SilRef: Joint Visual Silhouette and Tactile Pose Optimization for Transparent Object Manipulation
Saifeddine Aloui, Mathieu Grossard, Markus Vincze and Andreas Holzinger
AI summary
Problem
Transparent objects break standard vision pipelines because they lack distinct features, distort backgrounds, and fail depth sensors, making reliable pose estimation critical for laboratory automation nearly impossible with current methods.
Approach
SilRef iteratively refines object poses via gradient descent by aligning detected silhouette rays with rendered 3D model points, supplemented by tactile contact constraints or supporting surface geometry to resolve depth ambiguities.
Key results
- 2.8x improvement in pose accuracy for standing objects on the Keypose dataset
- 2.7x improvement in pose accuracy for grasped objects on the new Tracebot In-Gripper dataset
- Training-free optimization that eliminates the need for depth sensors or realistic transparent rendering
- Release of the Tracebot In-Gripper dataset containing 608 grasped transparent object images with tactile sensor data
Why it matters
Enables reliable automation of liquid-handling and small-batch medication manufacturing in laboratory settings where transparent containers are ubiquitous.
Abstract
Transparent objects are ubiquitous in laboratory automation settings, as liquids need to be visually controlled regularly. Automating laboratory processes would make the creation of small-batch medication feasible, thus making more personalized and better-targeted treatments more accessible.

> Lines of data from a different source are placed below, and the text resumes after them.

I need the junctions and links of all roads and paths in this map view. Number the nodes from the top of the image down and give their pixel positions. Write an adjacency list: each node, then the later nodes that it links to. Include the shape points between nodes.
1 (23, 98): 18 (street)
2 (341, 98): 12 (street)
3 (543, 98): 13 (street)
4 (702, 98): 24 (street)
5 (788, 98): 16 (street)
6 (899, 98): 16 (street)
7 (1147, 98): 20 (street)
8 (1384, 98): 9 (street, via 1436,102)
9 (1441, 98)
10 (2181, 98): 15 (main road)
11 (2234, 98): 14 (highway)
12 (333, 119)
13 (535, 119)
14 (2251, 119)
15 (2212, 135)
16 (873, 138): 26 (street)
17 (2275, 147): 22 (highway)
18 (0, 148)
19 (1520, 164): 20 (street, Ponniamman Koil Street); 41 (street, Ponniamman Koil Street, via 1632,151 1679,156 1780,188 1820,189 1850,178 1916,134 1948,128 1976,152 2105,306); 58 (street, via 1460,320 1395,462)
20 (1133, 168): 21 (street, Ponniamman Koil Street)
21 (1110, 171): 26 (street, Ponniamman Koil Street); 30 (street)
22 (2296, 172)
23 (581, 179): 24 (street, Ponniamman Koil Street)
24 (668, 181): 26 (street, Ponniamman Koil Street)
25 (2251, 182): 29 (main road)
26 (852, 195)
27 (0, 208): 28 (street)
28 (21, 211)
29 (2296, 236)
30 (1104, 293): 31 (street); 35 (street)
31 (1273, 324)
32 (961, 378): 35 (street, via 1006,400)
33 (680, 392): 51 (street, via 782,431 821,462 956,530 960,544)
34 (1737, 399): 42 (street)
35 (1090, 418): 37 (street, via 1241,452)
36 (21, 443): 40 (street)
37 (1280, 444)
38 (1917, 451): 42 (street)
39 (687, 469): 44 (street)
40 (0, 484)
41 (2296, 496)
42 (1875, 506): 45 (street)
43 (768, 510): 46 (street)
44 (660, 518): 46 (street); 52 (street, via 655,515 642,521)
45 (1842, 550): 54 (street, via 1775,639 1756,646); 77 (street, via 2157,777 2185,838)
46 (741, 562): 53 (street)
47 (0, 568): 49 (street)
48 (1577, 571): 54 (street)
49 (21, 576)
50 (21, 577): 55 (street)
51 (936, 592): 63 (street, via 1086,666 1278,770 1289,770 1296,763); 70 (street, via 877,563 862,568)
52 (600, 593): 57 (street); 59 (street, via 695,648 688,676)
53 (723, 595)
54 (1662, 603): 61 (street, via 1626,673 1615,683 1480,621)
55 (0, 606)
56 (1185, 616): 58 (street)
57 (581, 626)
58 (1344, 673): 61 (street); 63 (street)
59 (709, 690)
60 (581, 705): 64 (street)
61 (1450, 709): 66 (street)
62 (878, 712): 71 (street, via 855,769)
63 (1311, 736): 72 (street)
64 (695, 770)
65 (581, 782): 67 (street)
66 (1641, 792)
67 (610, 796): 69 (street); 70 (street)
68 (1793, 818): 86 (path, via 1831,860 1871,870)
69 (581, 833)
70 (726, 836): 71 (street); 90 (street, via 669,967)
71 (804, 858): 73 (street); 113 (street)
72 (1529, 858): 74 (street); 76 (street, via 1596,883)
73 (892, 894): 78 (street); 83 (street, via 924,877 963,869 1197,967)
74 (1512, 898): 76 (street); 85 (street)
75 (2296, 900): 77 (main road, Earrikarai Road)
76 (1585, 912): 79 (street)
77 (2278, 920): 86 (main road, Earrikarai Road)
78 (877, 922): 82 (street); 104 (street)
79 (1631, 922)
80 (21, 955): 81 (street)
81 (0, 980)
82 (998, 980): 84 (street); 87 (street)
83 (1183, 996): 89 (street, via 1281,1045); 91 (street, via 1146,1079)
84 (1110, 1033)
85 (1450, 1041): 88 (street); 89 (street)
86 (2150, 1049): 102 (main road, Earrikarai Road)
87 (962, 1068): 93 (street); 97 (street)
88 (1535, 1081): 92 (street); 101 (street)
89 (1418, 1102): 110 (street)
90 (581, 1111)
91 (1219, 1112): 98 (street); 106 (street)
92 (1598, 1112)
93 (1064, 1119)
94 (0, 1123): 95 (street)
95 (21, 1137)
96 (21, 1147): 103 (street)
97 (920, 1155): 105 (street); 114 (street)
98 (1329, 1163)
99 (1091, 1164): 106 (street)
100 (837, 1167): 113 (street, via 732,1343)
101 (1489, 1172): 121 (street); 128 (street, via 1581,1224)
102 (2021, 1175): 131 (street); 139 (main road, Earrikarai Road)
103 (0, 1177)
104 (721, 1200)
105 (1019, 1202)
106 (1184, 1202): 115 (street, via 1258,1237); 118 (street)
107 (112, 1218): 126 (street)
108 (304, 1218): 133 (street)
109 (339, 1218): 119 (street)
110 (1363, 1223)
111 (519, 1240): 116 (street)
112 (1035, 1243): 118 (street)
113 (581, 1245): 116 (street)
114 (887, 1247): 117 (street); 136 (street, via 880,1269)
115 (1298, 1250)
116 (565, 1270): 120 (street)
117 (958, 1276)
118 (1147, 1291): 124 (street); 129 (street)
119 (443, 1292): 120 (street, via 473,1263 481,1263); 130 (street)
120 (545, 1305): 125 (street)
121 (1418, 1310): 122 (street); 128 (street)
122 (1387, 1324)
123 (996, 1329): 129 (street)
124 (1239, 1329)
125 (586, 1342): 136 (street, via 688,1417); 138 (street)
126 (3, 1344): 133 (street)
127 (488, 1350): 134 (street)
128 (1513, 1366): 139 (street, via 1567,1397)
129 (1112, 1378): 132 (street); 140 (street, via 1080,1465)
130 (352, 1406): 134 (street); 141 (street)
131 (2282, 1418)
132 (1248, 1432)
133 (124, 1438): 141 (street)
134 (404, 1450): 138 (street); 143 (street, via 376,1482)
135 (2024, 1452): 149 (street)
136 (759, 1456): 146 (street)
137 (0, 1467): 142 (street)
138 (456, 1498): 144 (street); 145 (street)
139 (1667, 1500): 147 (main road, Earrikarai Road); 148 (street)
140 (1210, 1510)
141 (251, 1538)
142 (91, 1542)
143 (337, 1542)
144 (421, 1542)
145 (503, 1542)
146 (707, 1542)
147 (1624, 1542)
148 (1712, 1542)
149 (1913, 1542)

However, transparent objects present a major challenge for robust vision systems, in turn compromising their manipulation. Their appearance varies depending on the environment and depth sensors fail to capture their measurements. These objects therefore break central assumptions made by depth-based as well as render-and-compare pose refinement strategies. To ensure reliable pose estimation, we propose Silhouette-based object pose Refinement (SilRef), a novel pose refinement approach leveraging object silhouette detection and geometric cues, circumventing the need for depth maps or realistic rendering making it robust to environment change. Our proposed formulation directly optimizes the poses by gradient descent based on 3D models rendering and benefits from a large convergence basin. SilRef is evaluated on the Keypose dataset and the newly collected Tracebot In-Gripper dataset. Results show an improvement of 2.8x and 2.7x in Average Distance of Model Points-Symmetric (ADD-S@0.01m) when the object is standing on a surface and when the object is already grasped, respectively, compared to Megapose6D and ICP (Iterative Closest Point).